| GIVEN RECORDS |
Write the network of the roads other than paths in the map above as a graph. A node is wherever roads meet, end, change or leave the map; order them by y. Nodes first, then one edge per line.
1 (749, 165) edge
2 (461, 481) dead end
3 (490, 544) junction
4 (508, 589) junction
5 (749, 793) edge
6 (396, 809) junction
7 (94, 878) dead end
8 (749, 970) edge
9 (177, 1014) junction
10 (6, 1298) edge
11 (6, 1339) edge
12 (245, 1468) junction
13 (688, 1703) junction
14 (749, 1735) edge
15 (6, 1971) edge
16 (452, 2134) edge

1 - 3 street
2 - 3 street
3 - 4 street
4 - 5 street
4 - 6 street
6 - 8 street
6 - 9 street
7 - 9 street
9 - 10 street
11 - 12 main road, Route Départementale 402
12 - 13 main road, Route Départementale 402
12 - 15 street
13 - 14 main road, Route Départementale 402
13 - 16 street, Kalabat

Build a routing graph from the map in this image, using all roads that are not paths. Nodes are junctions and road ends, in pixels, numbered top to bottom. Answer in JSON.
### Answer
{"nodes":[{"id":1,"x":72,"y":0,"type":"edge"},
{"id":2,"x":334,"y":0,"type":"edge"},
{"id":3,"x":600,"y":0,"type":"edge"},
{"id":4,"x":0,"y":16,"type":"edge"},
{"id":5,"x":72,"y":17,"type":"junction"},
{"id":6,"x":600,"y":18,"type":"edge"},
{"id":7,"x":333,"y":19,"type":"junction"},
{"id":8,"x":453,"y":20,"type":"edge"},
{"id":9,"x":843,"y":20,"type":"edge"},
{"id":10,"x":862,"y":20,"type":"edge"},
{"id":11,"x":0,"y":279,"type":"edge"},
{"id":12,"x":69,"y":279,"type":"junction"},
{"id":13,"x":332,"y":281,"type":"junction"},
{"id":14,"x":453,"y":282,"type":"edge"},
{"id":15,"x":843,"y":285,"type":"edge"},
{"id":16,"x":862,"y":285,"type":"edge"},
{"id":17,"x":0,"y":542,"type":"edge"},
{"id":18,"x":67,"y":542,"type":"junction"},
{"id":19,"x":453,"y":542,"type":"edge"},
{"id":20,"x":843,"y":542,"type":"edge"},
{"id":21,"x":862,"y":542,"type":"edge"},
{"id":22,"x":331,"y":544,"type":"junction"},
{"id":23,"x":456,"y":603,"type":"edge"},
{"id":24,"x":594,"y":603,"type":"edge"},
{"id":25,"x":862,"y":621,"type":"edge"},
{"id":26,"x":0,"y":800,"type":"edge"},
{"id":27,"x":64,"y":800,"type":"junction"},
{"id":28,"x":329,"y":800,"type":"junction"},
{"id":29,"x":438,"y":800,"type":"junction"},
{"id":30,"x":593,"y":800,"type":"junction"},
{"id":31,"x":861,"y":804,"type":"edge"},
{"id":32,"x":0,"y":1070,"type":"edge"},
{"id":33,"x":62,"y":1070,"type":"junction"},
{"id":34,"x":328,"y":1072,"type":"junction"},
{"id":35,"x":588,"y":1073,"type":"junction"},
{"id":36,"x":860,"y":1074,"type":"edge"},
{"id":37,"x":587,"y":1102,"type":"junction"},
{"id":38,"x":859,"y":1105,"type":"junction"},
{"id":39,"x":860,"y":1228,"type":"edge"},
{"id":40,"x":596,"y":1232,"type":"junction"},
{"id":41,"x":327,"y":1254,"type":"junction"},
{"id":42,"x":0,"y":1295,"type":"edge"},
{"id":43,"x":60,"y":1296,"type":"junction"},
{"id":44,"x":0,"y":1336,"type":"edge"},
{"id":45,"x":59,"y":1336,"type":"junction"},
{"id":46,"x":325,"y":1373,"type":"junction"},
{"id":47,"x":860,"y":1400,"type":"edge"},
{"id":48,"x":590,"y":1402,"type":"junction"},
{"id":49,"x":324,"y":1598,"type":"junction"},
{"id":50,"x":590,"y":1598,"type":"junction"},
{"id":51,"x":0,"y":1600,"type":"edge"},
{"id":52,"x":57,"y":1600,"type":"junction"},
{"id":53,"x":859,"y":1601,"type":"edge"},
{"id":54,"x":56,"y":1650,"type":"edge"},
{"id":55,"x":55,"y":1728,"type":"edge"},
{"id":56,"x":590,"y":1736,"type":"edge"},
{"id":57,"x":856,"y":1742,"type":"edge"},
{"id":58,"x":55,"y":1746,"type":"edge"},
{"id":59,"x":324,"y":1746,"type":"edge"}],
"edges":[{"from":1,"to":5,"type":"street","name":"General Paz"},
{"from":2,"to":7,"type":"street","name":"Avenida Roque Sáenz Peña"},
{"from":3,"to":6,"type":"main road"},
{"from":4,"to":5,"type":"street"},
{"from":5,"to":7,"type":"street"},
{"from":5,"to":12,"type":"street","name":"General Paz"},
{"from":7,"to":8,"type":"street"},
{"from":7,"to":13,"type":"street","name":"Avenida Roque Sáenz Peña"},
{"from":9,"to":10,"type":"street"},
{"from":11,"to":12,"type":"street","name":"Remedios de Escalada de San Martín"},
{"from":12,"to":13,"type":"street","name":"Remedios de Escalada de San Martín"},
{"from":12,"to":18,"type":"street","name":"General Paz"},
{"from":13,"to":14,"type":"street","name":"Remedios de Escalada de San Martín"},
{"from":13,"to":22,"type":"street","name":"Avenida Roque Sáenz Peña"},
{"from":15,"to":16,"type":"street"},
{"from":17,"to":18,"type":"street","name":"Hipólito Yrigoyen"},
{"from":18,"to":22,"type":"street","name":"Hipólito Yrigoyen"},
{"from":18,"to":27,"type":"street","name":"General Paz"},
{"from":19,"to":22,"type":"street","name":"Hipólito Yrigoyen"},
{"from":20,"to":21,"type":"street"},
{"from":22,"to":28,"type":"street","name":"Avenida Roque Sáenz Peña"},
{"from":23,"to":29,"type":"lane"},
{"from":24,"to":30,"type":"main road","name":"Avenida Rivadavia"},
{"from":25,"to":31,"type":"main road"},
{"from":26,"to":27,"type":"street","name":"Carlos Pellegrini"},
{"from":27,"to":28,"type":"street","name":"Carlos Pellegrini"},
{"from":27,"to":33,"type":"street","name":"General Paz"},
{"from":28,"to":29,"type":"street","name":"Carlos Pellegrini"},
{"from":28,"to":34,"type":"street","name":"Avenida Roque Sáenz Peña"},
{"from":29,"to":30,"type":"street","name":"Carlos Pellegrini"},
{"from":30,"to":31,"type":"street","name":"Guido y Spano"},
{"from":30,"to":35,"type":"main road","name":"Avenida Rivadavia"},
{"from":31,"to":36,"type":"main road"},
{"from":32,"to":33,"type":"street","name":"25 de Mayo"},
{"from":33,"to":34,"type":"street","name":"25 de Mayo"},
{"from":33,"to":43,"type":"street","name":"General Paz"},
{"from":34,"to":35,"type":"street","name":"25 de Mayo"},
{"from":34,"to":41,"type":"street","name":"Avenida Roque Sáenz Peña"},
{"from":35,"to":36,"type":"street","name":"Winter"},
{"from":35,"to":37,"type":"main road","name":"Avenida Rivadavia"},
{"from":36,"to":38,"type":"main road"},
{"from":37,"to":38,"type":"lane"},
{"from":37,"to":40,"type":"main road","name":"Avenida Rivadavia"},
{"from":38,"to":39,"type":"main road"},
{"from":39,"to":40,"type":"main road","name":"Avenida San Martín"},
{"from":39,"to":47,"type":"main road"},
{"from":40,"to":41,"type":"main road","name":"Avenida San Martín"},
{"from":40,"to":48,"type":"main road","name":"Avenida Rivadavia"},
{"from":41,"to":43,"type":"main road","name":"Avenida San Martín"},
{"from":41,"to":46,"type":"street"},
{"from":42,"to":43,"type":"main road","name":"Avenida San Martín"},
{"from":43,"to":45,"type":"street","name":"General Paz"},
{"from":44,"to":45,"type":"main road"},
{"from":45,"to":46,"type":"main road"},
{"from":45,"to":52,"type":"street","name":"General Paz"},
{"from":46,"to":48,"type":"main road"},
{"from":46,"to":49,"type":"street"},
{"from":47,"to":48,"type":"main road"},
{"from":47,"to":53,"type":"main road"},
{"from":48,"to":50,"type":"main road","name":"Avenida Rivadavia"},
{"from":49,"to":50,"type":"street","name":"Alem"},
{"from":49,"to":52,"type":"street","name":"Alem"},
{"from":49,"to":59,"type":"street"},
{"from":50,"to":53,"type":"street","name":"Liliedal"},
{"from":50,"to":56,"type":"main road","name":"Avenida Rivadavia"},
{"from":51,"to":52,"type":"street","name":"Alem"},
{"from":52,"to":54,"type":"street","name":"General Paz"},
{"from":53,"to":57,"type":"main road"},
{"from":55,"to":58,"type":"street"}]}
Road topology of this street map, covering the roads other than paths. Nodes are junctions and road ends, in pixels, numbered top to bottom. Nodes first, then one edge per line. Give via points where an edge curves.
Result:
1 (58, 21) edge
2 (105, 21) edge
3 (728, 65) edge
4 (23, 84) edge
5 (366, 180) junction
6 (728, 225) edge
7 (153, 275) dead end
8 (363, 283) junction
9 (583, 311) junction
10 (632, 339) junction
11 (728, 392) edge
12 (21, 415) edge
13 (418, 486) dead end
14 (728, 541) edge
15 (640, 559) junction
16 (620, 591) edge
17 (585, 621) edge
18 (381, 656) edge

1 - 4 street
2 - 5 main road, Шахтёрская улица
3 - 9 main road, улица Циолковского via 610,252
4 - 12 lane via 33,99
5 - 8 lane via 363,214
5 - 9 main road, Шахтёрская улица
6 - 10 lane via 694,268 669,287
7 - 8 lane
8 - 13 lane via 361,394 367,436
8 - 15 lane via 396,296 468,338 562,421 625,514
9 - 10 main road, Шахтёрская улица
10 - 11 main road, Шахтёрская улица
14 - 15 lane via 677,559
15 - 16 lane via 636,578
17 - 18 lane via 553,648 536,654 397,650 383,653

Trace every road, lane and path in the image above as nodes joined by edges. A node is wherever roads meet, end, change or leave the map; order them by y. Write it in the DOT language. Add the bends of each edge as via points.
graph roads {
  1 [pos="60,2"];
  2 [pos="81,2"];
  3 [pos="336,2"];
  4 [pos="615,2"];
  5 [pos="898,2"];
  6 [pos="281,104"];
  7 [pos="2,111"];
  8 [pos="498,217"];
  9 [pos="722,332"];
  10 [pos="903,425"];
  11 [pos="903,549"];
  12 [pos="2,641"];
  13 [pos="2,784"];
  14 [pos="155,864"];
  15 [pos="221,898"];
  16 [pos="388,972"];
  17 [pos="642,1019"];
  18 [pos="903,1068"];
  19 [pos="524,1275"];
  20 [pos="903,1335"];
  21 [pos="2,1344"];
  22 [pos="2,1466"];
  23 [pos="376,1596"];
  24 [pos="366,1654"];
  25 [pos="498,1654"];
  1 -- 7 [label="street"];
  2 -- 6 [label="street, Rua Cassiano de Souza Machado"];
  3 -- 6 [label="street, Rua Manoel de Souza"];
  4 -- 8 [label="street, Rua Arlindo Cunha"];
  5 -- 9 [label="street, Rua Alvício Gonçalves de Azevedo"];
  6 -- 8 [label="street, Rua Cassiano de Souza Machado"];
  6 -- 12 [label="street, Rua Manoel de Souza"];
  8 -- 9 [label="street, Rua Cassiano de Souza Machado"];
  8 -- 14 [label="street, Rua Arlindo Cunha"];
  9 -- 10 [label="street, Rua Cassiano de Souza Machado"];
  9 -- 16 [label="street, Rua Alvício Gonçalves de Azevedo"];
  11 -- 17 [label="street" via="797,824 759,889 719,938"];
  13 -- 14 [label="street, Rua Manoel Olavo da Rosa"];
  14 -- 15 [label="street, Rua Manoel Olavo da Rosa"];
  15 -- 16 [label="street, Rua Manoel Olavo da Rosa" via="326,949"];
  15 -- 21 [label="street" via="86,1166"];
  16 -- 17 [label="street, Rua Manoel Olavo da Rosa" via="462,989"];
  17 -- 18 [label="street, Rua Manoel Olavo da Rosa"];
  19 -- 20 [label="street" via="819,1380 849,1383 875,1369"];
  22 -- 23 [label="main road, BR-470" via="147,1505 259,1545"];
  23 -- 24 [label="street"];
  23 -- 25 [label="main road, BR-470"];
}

| WHAT YOU NEED TO DO |
Lines from the start of the material above through the line containing "Build a routing" are to be duplicated exactly, and only those.

| TASK ANSWER |
Write the network of the roads other than paths in the map above as a graph. A node is wherever roads meet, end, change or leave the map; order them by y. Nodes first, then one edge per line.
1 (749, 165) edge
2 (461, 481) dead end
3 (490, 544) junction
4 (508, 589) junction
5 (749, 793) edge
6 (396, 809) junction
7 (94, 878) dead end
8 (749, 970) edge
9 (177, 1014) junction
10 (6, 1298) edge
11 (6, 1339) edge
12 (245, 1468) junction
13 (688, 1703) junction
14 (749, 1735) edge
15 (6, 1971) edge
16 (452, 2134) edge

1 - 3 street
2 - 3 street
3 - 4 street
4 - 5 street
4 - 6 street
6 - 8 street
6 - 9 street
7 - 9 street
9 - 10 street
11 - 12 main road, Route Départementale 402
12 - 13 main road, Route Départementale 402
12 - 15 street
13 - 14 main road, Route Départementale 402
13 - 16 street, Kalabat

Build a routing graph from the map in this image, using all roads that are not paths. Nodes are junctions and road ends, in pixels, numbered top to bottom. Answer in JSON.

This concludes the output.